Postby Tiffany » Sun Jul 27, 2008 7:12 pm

Em is correct.

Your consulate however is incorrect.
amanda185 wrote:I was told that I don't qualify because dual citizenship came into effect in the 1970's in Canada, so when my paternal grandparents and my father immigrated here in 1952 (and naturalized shortly thereafter), their Italian citizenship was revoked.


As Em says you are not eligible because your father naturalized in 1952. According to Italian citizenship law, and Italian who renounced before August 16, 1992 lost his or her Italian citizenship due to renunciation. After 1992, Italy began allowing dual citizenship. Because he lost his citizenship and because you were born after his naturalization, he had no citizenship to pass to you.

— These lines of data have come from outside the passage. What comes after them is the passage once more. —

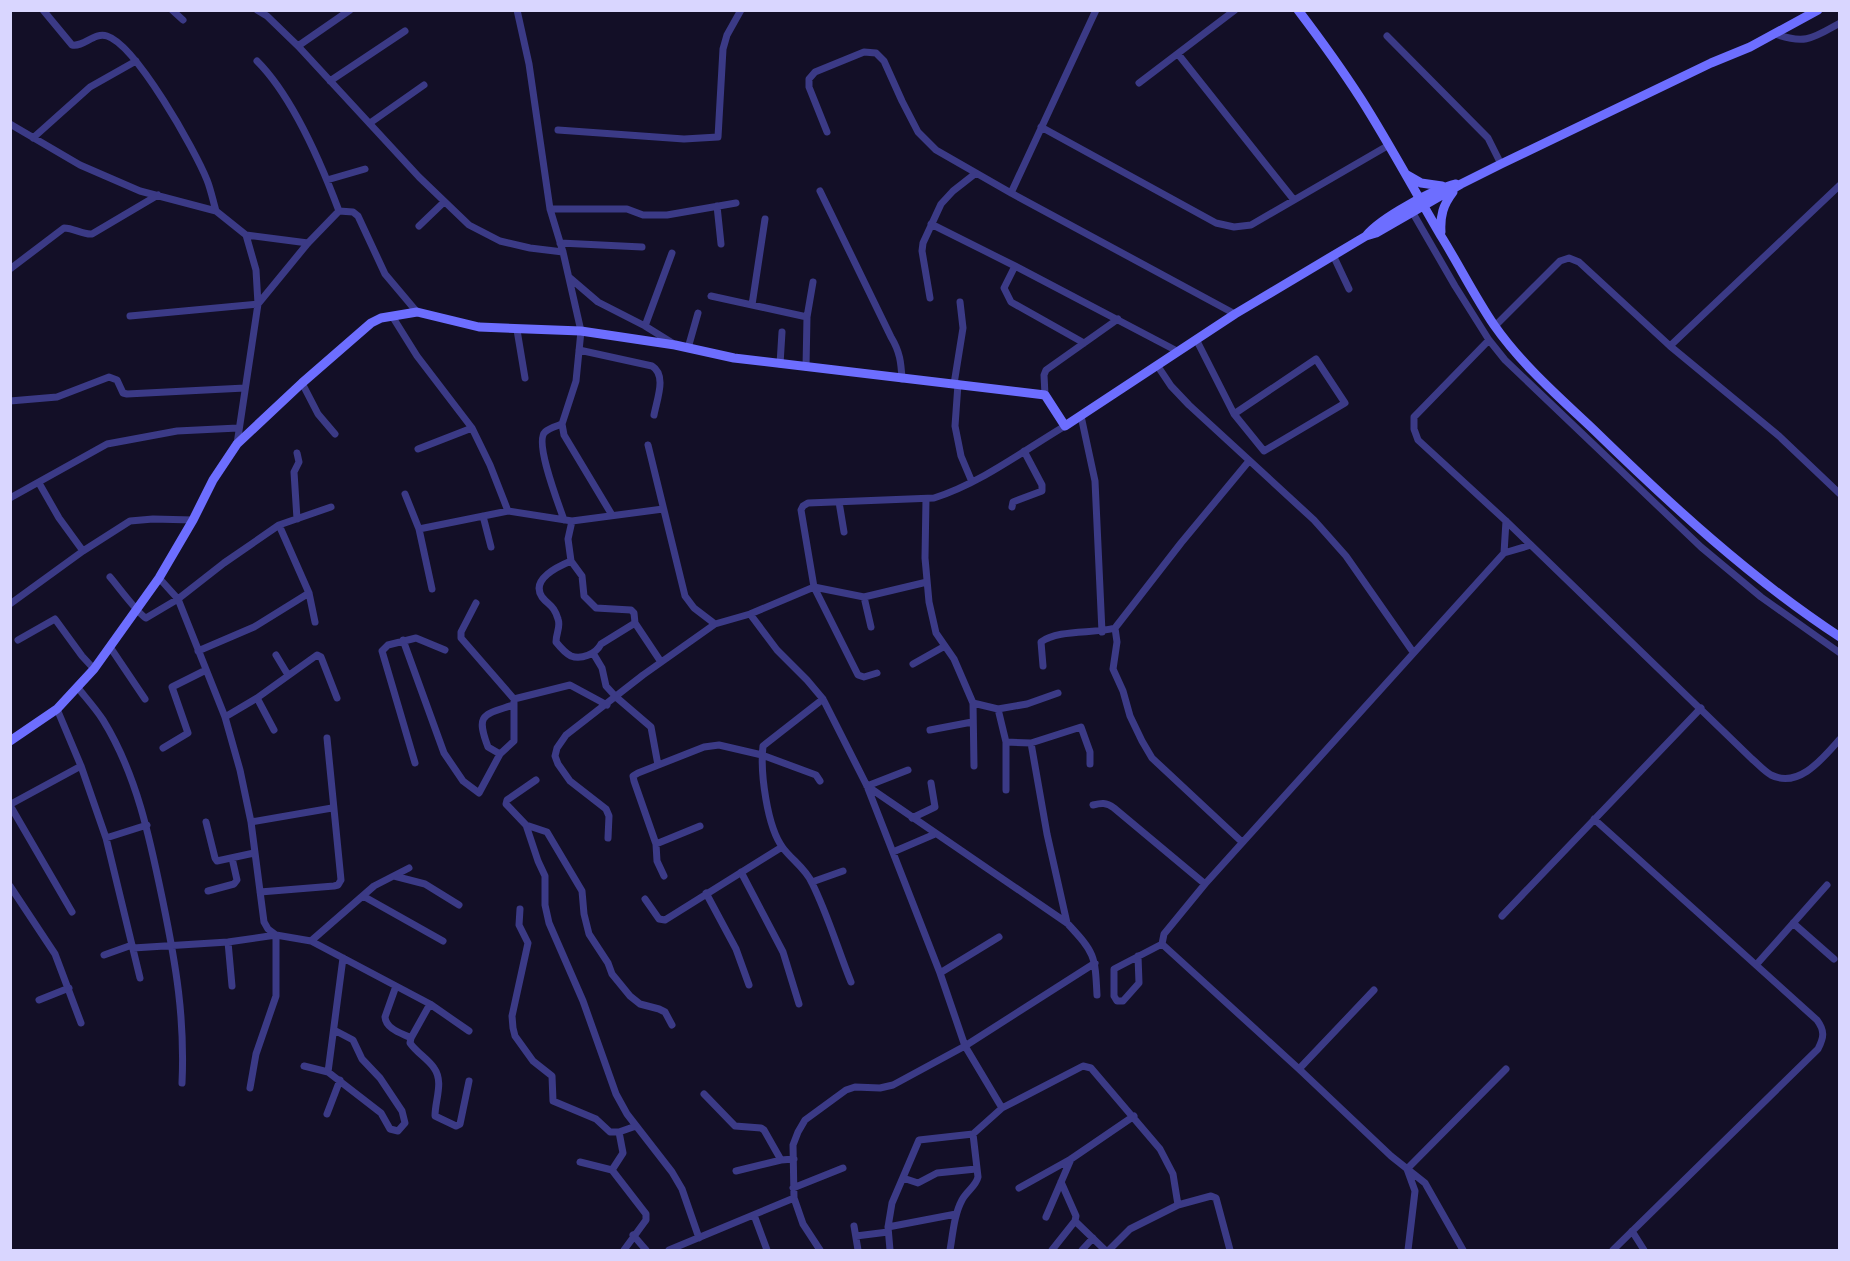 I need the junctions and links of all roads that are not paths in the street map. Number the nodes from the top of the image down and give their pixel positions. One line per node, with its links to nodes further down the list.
1 (43, 10): 19 (street)
2 (172, 10): 12 (street)
3 (257, 10): 11 (street)
4 (350, 10): 17 (street)
5 (517, 10): 47 (street)
6 (741, 10): 27 (street)
7 (1096, 10): 26 (street)
8 (1235, 10): 18 (street)
9 (1298, 10): 30 (main road)
10 (1818, 10): 15 (main road)
11 (270, 13): 17 (street)
12 (183, 20)
13 (1839, 23): 15 (street)
14 (405, 31): 21 (street)
15 (1775, 34): 31 (main road)
16 (1387, 36): 31 (street)
17 (298, 46): 21 (street)
18 (1178, 54): 22 (street); 41 (street)
19 (136, 61): 29 (street); 48 (street)
20 (256, 61): 35 (street)
21 (330, 81): 24 (street)
22 (1139, 83)
23 (424, 85): 24 (street)
24 (370, 123): 42 (street)
25 (10, 124): 29 (street)
26 (1041, 127): 39 (street); 41 (street)
27 (558, 130)
28 (827, 132): 33 (street)
29 (33, 138): 40 (street)
30 (1389, 146): 34 (main road); 41 (street)
31 (1501, 164): 37 (main road)
32 (365, 169): 35 (street)
33 (976, 173): 39 (street); 51 (street)
34 (1405, 174): 37 (main road); 44 (main road)
35 (327, 180): 49 (street)
36 (1839, 185): 88 (street)
37 (1457, 186): 44 (main road); 53 (main road)
38 (820, 191): 96 (street)
39 (1011, 193): 74 (street)
40 (158, 195): 48 (street); 63 (street)
41 (1294, 200)
42 (444, 202): 52 (street); 59 (street)
43 (736, 203): 45 (street)
44 (1421, 203): 46 (main road); 53 (main road)
45 (717, 206): 47 (street); 57 (street)
46 (1411, 208): 61 (main road); 85 (street)
47 (550, 209): 56 (street)
48 (216, 211): 54 (street)
49 (339, 211): 55 (street); 72 (street)
50 (765, 219): 71 (street)
51 (931, 224): 62 (street); 68 (street)
52 (419, 226)
53 (1441, 234): 80 (main road)
54 (246, 235): 55 (street); 70 (street)
55 (308, 243): 70 (street)
56 (560, 243): 58 (street); 59 (street)
57 (721, 244)
58 (642, 247)
59 (563, 252): 64 (street)
60 (672, 253): 79 (street)
61 (1334, 255): 66 (street); 74 (main road)
62 (1015, 266): 78 (street); 86 (street)
63 (10, 269)
64 (568, 276): 79 (street); 82 (street)
65 (813, 282): 77 (street)
66 (1349, 289)
67 (711, 296): 71 (street)
68 (930, 297)
69 (960, 302): 98 (street)
70 (258, 304): 75 (street); 99 (street)
71 (752, 305): 77 (street)
72 (417, 312): 76 (main road); 81 (main road)
73 (698, 314): 89 (street)
74 (1235, 314): 84 (main road)
75 (130, 316)
76 (392, 316): 97 (main road); 110 (street)
77 (807, 317): 94 (street)
78 (1118, 319): 86 (street); 91 (street)
79 (645, 326): 87 (street)
80 (1495, 326): 88 (street); 102 (main road)
81 (517, 330): 82 (main road); 95 (street)
82 (581, 331): 87 (main road); 90 (street)
83 (782, 332): 92 (street)
84 (1196, 339): 91 (main road); 105 (street)
85 (1488, 340): 103 (street); 134 (street)
86 (1084, 343): 100 (street)
87 (675, 345): 89 (main road)
88 (1671, 346): 121 (street)
89 (688, 348): 92 (main road)
90 (579, 350): 104 (street); 107 (street)
91 (1177, 351): 93 (main road)
92 (780, 364): 94 (main road)
93 (1157, 366): 106 (main road); 117 (street)
94 (806, 367): 96 (main road)
95 (525, 378)
96 (902, 379): 98 (main road)
97 (302, 383): 111 (street); 112 (main road)
98 (956, 384): 100 (main road); 118 (street)
99 (245, 388): 101 (street); 109 (street)
100 (1045, 395): 108 (main road)
101 (11, 402)
102 (1566, 404): 103 (street); 161 (main road)
103 (1558, 412): 170 (street)
104 (654, 414)
105 (1234, 414): 105 (street)
106 (1081, 416): 108 (main road); 160 (street)
107 (562, 424): 129 (street); 133 (street)
108 (1065, 426): 115 (street)
109 (238, 428): 112 (street); 119 (street)
110 (472, 428): 114 (street); 128 (street)
111 (335, 434)
112 (237, 444): 132 (main road)
113 (648, 445): 127 (street)
114 (418, 449)
115 (1024, 451): 118 (street); 126 (street)
116 (297, 453): 131 (street)
117 (1249, 461): 159 (street); 168 (street)
118 (972, 482): 123 (street)
119 (39, 483): 122 (street); 140 (street)
120 (405, 494): 136 (street)
121 (1839, 494)
122 (10, 498)
123 (926, 499): 124 (street); 145 (street)
124 (839, 502): 137 (street); 146 (street)
125 (331, 507): 131 (street)
126 (1012, 507)
127 (663, 509): 129 (street); 157 (street)
128 (508, 511): 130 (street); 133 (street)
129 (612, 515): 133 (street)
130 (483, 516): 136 (street); 139 (street)
131 (297, 519): 135 (street)
132 (193, 520): 140 (street); 144 (main road)
133 (568, 520): 142 (street)
134 (1506, 521): 138 (street); 141 (street)
135 (279, 525): 148 (street); 150 (street)
136 (419, 529): 147 (street)
137 (844, 532)
138 (1531, 545): 141 (street); 189 (street)
139 (491, 547)
140 (83, 551): 152 (street)
141 (1504, 553): 168 (street)
142 (571, 561): 156 (street); 169 (street)
143 (110, 577): 153 (street)
144 (159, 578): 150 (street); 153 (main road)
145 (927, 582): 149 (street); 164 (street)
146 (813, 587): 149 (street); 154 (street); 177 (street)
147 (432, 589)
148 (309, 593): 155 (street); 167 (street)
149 (864, 597): 158 (street)
150 (178, 599): 153 (street); 167 (street)
151 (476, 603): 186 (street)
152 (10, 604)
153 (138, 608): 165 (main road)
154 (750, 614): 157 (street); 185 (street)
155 (315, 622)
156 (634, 623): 169 (street); 172 (street)
157 (715, 624): 172 (street)
158 (872, 627)
159 (1115, 628): 160 (street); 227 (street)
160 (1102, 632): 174 (street)
161 (1839, 637)
162 (18, 640): 175 (street)
163 (403, 640): 166 (street); 202 (street); 204 (street)
164 (945, 646): 173 (street); 187 (street)
165 (110, 647): 175 (main road); 184 (street)
166 (445, 650)
167 (198, 651): 176 (street)
168 (1413, 652): 227 (street)
169 (593, 653): 181 (street)
170 (1839, 653)
171 (276, 655): 178 (street)
172 (661, 662): 181 (street)
173 (913, 664)
174 (1042, 666)
175 (94, 669): 179 (main road)
176 (206, 670): 192 (street); 201 (street)
177 (877, 673)
178 (288, 675): 182 (street); 183 (street)
179 (78, 688): 190 (main road); 221 (street)
180 (1058, 693): 191 (street)
181 (616, 697): 188 (street); 206 (street)
182 (258, 698): 192 (street); 194 (street)
183 (337, 698)
184 (145, 699)
185 (823, 699): 203 (street); 213 (street)
186 (514, 702): 188 (street); 202 (street); 202 (street)
187 (973, 702): 191 (street); 193 (street)
188 (607, 705): 226 (street)
189 (1701, 708): 197 (street); 218 (street)
190 (57, 709): 198 (main road); 207 (street)
191 (998, 709): 199 (street)
192 (225, 717): 220 (street)
193 (972, 722): 195 (street); 208 (street)
194 (274, 730)
195 (930, 730)
196 (327, 738): 216 (street)
197 (1839, 739)
198 (10, 741)
199 (1006, 742): 200 (street); 214 (street)
200 (1031, 743): 205 (street); 251 (street)
201 (163, 748)
202 (500, 754)
203 (762, 755): 206 (street); 211 (street); 229 (street)
204 (416, 763)
205 (1090, 764)
206 (658, 765): 228 (street)
207 (81, 766): 225 (street); 249 (street)
208 (974, 766)
209 (908, 770): 213 (street)
210 (536, 780): 222 (street)
211 (820, 781)
212 (932, 783): 217 (street)
213 (867, 786): 217 (street); 230 (street)
214 (1006, 789)
215 (1092, 805): 239 (street)
216 (332, 808): 220 (street); 243 (street)
217 (912, 818): 224 (street)
218 (1594, 819): 250 (street); 266 (street)
219 (206, 822): 232 (street)
220 (251, 822): 231 (street)
221 (147, 825): 225 (street); 260 (street)
222 (526, 825): 280 (street); 297 (street)
223 (700, 826): 228 (street)
224 (935, 834): 230 (street); 251 (street)
225 (106, 838): 259 (street)
226 (608, 838)
227 (1242, 842): 239 (street)
228 (656, 844): 237 (street)
229 (782, 847): 235 (street); 238 (street)
230 (893, 852): 267 (street)
231 (255, 853): 232 (street); 243 (street)
232 (232, 858): 242 (street)
233 (409, 868): 236 (street)
234 (843, 871): 238 (street)
235 (741, 872): 244 (street); 278 (street)
236 (394, 876): 245 (street); 247 (street)
237 (664, 876)
238 (812, 882): 269 (street)
239 (1205, 884): 258 (street)
240 (1827, 885): 252 (street)
241 (10, 886): 273 (street)
242 (208, 891)
243 (260, 892): 253 (street)
244 (706, 893): 246 (street); 270 (street)
245 (363, 897): 255 (street); 256 (street)
246 (645, 899)
247 (459, 905)
248 (520, 909): 298 (street)
249 (72, 912)
250 (1502, 916)
251 (1067, 923): 265 (street)
252 (1793, 923): 264 (street); 266 (street)
253 (276, 935): 255 (street); 257 (street); 292 (street)
254 (999, 937): 267 (street)
255 (311, 941): 263 (street)
256 (443, 941)
257 (228, 942): 260 (street); 271 (street)
258 (1162, 944): 262 (street); 286 (street)
259 (133, 946): 260 (street); 261 (street); 268 (street)
260 (172, 946): 291 (street)
261 (104, 955)
262 (1138, 956): 262 (street)
263 (343, 958): 272 (street); 281 (street)
264 (1834, 959)
265 (1095, 963): 275 (street); 284 (street)
266 (1756, 965): 321 (street)
267 (940, 973): 284 (street)
268 (140, 978)
269 (851, 982)
270 (749, 985)
271 (232, 986)
272 (396, 986): 277 (street); 283 (street)
273 (69, 988): 276 (street); 279 (street)
274 (1374, 990): 286 (street)
275 (1097, 995)
276 (39, 1000)
277 (430, 1004): 282 (street); 283 (street)
278 (800, 1004)
279 (81, 1023)
280 (672, 1025)
281 (334, 1030): 288 (street); 289 (street)
282 (469, 1031)
283 (411, 1038): 290 (street)
284 (965, 1046): 294 (street); 300 (street)
285 (304, 1066): 288 (street)
286 (1299, 1069): 306 (street)
287 (1506, 1069): 306 (street)
288 (328, 1072): 289 (street)
289 (340, 1080): 295 (street)
290 (469, 1081)
291 (182, 1083)
292 (250, 1088)
293 (704, 1094): 302 (street)
294 (1002, 1108): 296 (street); 299 (street)
295 (327, 1114)
296 (1134, 1116): 301 (street); 314 (street)
297 (636, 1125): 298 (street); 324 (street)
298 (619, 1132): 307 (street)
299 (973, 1134): 305 (street); 309 (street)
300 (794, 1159): 302 (street); 311 (street)
301 (1071, 1159): 310 (street); 312 (street)
302 (781, 1160): 308 (street)
303 (580, 1162): 307 (street)
304 (843, 1168): 311 (street)
305 (976, 1169): 309 (street); 315 (street)
306 (1407, 1169): 338 (street); 339 (street)
307 (612, 1170): 322 (street)
308 (736, 1172)
309 (903, 1178): 320 (street)
310 (1061, 1182): 317 (street); 318 (street)
311 (793, 1188): 313 (street)
312 (1019, 1188)
313 (794, 1198): 316 (street); 331 (street)
314 (1178, 1205): 336 (street); 337 (street)
315 (956, 1214): 320 (street); 333 (street)
316 (754, 1215): 324 (street); 330 (street)
317 (1046, 1217)
318 (1075, 1221): 325 (street); 334 (street)
319 (854, 1226): 323 (street)
320 (888, 1229): 323 (street); 326 (street)
321 (1632, 1231): 340 (street); 341 (street)
322 (633, 1235): 327 (street); 328 (street)
323 (856, 1236): 332 (street)
324 (699, 1238): 329 (street)
325 (1093, 1238): 335 (street); 336 (street)
326 (889, 1250)
327 (624, 1251)
328 (646, 1251)
329 (669, 1251)
330 (767, 1251)
331 (820, 1251)
332 (858, 1251)
333 (950, 1251)
334 (1052, 1251)
335 (1082, 1251)
336 (1106, 1251)
337 (1230, 1251)
338 (1408, 1251)
339 (1463, 1251)
340 (1612, 1251)
341 (1644, 1251)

What the consulate told you is incorrect because it does not matter what Canadian law says. Canadian law can only definitively govern the passage and maintenance of Canadian citizenship, not any other citizenship. The only law that matters for Italian citizenship is Italian law, unless Italian law says otherwise. For example some countries will let you naturalize in other countries and keep their citizenship as long as no oath to renounce other nationalities is taken. Italy however was never this way and as long as the foreign citizenship was acquired, oath or no, Italian citizenship was renounced (until 1992 of course).

Had your father naturalized in 1979 when Canada allowed dual citizenship, but before Italy did the same (in 1992), he still would have renounced Italian citizenship in the eyes of the Italian government.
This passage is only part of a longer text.